What needs to be done:
The response is to be the full listing, set down exactly.
--
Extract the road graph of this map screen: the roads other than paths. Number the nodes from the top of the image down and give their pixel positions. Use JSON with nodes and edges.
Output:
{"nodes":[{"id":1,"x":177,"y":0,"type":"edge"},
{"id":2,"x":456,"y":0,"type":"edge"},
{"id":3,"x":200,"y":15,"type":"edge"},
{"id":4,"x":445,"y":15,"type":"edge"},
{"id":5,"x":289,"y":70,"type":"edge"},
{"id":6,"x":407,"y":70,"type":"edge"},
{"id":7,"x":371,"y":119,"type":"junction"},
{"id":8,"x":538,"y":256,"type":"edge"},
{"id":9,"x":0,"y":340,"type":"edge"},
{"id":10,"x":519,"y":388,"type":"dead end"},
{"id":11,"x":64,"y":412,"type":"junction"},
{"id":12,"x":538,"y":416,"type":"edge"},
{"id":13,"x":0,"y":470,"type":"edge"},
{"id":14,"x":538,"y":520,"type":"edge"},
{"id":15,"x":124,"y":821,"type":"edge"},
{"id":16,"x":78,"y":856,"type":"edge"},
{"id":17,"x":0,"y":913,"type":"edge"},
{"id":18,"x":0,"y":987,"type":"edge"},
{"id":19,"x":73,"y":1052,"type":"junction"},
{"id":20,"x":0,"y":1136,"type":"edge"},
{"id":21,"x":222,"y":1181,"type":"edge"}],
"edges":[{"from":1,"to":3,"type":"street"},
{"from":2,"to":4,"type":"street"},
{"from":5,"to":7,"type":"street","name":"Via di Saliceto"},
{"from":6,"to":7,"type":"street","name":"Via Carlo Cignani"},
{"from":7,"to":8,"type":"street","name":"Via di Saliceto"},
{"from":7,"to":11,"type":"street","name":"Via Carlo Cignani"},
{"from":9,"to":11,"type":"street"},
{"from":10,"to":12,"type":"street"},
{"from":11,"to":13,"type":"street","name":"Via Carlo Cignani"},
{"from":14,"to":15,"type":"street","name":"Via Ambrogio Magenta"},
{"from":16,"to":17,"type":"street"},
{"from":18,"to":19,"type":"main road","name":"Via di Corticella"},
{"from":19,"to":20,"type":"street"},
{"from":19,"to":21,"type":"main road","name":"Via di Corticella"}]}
--
Solution to this problem:
Extract the road graph of this map screen: the roads other than paths. Number the nodes from the top of the image down and give their pixel positions. Use JSON with nodes and edges.
Output:
{"nodes":[{"id":1,"x":177,"y":0,"type":"edge"},
{"id":2,"x":456,"y":0,"type":"edge"},
{"id":3,"x":200,"y":15,"type":"edge"},
{"id":4,"x":445,"y":15,"type":"edge"},
{"id":5,"x":289,"y":70,"type":"edge"},
{"id":6,"x":407,"y":70,"type":"edge"},
{"id":7,"x":371,"y":119,"type":"junction"},
{"id":8,"x":538,"y":256,"type":"edge"},
{"id":9,"x":0,"y":340,"type":"edge"},
{"id":10,"x":519,"y":388,"type":"dead end"},
{"id":11,"x":64,"y":412,"type":"junction"},
{"id":12,"x":538,"y":416,"type":"edge"},
{"id":13,"x":0,"y":470,"type":"edge"},
{"id":14,"x":538,"y":520,"type":"edge"},
{"id":15,"x":124,"y":821,"type":"edge"},
{"id":16,"x":78,"y":856,"type":"edge"},
{"id":17,"x":0,"y":913,"type":"edge"},
{"id":18,"x":0,"y":987,"type":"edge"},
{"id":19,"x":73,"y":1052,"type":"junction"},
{"id":20,"x":0,"y":1136,"type":"edge"},
{"id":21,"x":222,"y":1181,"type":"edge"}],
"edges":[{"from":1,"to":3,"type":"street"},
{"from":2,"to":4,"type":"street"},
{"from":5,"to":7,"type":"street","name":"Via di Saliceto"},
{"from":6,"to":7,"type":"street","name":"Via Carlo Cignani"},
{"from":7,"to":8,"type":"street","name":"Via di Saliceto"},
{"from":7,"to":11,"type":"street","name":"Via Carlo Cignani"},
{"from":9,"to":11,"type":"street"},
{"from":10,"to":12,"type":"street"},
{"from":11,"to":13,"type":"street","name":"Via Carlo Cignani"},
{"from":14,"to":15,"type":"street","name":"Via Ambrogio Magenta"},
{"from":16,"to":17,"type":"street"},
{"from":18,"to":19,"type":"main road","name":"Via di Corticella"},
{"from":19,"to":20,"type":"street"},
{"from":19,"to":21,"type":"main road","name":"Via di Corticella"}]}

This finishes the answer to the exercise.